==== Listed entries ====

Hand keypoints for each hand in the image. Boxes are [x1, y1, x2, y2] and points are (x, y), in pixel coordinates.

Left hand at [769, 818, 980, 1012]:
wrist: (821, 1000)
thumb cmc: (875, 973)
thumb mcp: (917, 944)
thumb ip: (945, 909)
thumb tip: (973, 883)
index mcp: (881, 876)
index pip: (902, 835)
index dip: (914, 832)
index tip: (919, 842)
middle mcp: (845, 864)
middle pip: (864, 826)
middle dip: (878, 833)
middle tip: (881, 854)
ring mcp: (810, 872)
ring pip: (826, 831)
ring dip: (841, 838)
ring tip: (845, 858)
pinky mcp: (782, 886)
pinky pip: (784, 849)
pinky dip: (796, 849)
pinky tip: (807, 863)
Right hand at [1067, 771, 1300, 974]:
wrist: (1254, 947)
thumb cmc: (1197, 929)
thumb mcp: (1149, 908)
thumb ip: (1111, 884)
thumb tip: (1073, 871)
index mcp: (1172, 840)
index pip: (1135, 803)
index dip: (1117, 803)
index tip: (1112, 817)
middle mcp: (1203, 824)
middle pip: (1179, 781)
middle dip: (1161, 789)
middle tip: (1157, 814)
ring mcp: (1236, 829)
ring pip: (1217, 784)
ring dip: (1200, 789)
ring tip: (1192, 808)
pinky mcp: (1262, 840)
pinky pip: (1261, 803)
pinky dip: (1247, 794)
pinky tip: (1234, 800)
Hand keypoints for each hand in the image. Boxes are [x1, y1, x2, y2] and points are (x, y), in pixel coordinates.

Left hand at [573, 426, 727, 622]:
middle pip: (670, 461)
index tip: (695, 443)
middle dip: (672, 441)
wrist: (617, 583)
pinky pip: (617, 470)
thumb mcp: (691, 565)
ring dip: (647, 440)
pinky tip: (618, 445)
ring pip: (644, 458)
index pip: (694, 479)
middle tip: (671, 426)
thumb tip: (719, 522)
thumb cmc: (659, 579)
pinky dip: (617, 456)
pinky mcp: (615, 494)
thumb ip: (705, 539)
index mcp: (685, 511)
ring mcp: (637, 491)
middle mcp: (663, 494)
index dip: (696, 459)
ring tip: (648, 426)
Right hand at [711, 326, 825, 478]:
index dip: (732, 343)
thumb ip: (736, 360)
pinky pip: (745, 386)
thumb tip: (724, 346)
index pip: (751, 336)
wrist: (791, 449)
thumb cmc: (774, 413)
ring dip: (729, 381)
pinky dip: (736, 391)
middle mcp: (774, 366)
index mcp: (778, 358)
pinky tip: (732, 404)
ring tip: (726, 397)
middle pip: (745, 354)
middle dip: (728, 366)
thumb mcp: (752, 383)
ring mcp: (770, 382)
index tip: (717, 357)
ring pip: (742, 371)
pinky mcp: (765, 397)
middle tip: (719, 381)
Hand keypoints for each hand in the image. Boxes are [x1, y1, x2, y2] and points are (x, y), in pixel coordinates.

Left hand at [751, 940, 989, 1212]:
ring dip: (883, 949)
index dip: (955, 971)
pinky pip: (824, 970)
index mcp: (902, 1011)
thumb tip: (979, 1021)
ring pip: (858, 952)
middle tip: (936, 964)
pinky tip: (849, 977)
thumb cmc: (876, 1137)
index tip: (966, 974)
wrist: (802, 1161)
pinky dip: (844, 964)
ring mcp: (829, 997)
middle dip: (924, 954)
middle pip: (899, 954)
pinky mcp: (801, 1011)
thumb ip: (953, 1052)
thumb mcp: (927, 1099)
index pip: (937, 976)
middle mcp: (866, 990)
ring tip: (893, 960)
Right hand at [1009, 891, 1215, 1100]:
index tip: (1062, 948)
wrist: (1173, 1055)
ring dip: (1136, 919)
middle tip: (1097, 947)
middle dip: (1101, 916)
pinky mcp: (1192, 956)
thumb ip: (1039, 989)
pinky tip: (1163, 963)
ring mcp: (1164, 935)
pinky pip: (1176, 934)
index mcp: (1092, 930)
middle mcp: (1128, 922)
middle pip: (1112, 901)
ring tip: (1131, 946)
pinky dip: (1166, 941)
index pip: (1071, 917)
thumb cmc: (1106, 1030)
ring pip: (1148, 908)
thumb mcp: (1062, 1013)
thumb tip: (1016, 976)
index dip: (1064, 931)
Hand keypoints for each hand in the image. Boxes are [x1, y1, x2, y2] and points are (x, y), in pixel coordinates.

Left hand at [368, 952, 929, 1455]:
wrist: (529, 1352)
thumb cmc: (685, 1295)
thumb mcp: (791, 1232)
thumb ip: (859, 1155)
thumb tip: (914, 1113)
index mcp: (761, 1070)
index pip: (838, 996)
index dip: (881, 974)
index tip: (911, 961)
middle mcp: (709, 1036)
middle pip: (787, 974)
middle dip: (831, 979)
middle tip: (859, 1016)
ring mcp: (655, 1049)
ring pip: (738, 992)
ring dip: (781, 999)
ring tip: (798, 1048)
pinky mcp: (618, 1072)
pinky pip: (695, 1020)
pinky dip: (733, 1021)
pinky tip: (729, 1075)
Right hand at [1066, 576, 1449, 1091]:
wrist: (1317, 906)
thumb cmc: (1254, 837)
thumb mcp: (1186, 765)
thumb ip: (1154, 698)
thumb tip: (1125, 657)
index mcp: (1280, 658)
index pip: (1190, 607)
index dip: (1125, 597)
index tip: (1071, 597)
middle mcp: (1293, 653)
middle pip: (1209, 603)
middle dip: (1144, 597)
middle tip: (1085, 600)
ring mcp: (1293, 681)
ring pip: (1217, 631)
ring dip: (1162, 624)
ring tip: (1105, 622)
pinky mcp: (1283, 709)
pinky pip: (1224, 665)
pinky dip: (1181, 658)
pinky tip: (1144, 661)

====

What the task asks: Please transcribe the records exactly from their first line through the line holding "wrist: (617, 583)", and leave out all others.

Answer to this task:
Hand keypoints for each hand in the image. Boxes are [x1, y1, x2, y2] and points are (x, y), in pixel coordinates.

Left hand at [769, 818, 980, 1012]:
wrist: (821, 1000)
thumb cmc: (875, 973)
thumb mcp: (917, 944)
thumb ip: (945, 909)
thumb tip: (973, 883)
index mcp: (881, 876)
index pip: (902, 835)
index dip: (914, 832)
index tip: (919, 842)
middle mcp: (845, 864)
middle pip: (864, 826)
middle dip: (878, 833)
middle tip: (881, 854)
ring mcp: (810, 872)
ring pip: (826, 831)
ring dip: (841, 838)
ring tip: (845, 858)
pinky mcp: (782, 886)
pinky pip: (784, 849)
pinky dip: (796, 849)
pinky tip: (807, 863)
Right hand at [1067, 771, 1300, 974]:
wrist: (1254, 947)
thumb cmc: (1197, 929)
thumb mcp: (1149, 908)
thumb ip: (1111, 884)
thumb tip: (1073, 871)
index mcp: (1172, 840)
index pip: (1135, 803)
index dip: (1117, 803)
index tip: (1112, 817)
middle mcp: (1203, 824)
middle pip: (1179, 781)
middle dip: (1161, 789)
middle tip: (1157, 814)
ring mcp: (1236, 829)
ring pip: (1217, 784)
ring dip: (1200, 789)
ring tip: (1192, 808)
pinky mcp: (1262, 840)
pinky pip: (1261, 803)
pinky dip: (1247, 794)
pinky tip: (1234, 800)
Hand keypoints for each hand in the image. Boxes are [x1, y1, x2, y2] and points are (x, y), in pixel coordinates.

Left hand at [573, 426, 727, 622]:
middle pip: (670, 461)
index tip: (695, 443)
middle dip: (672, 441)
wrist: (617, 583)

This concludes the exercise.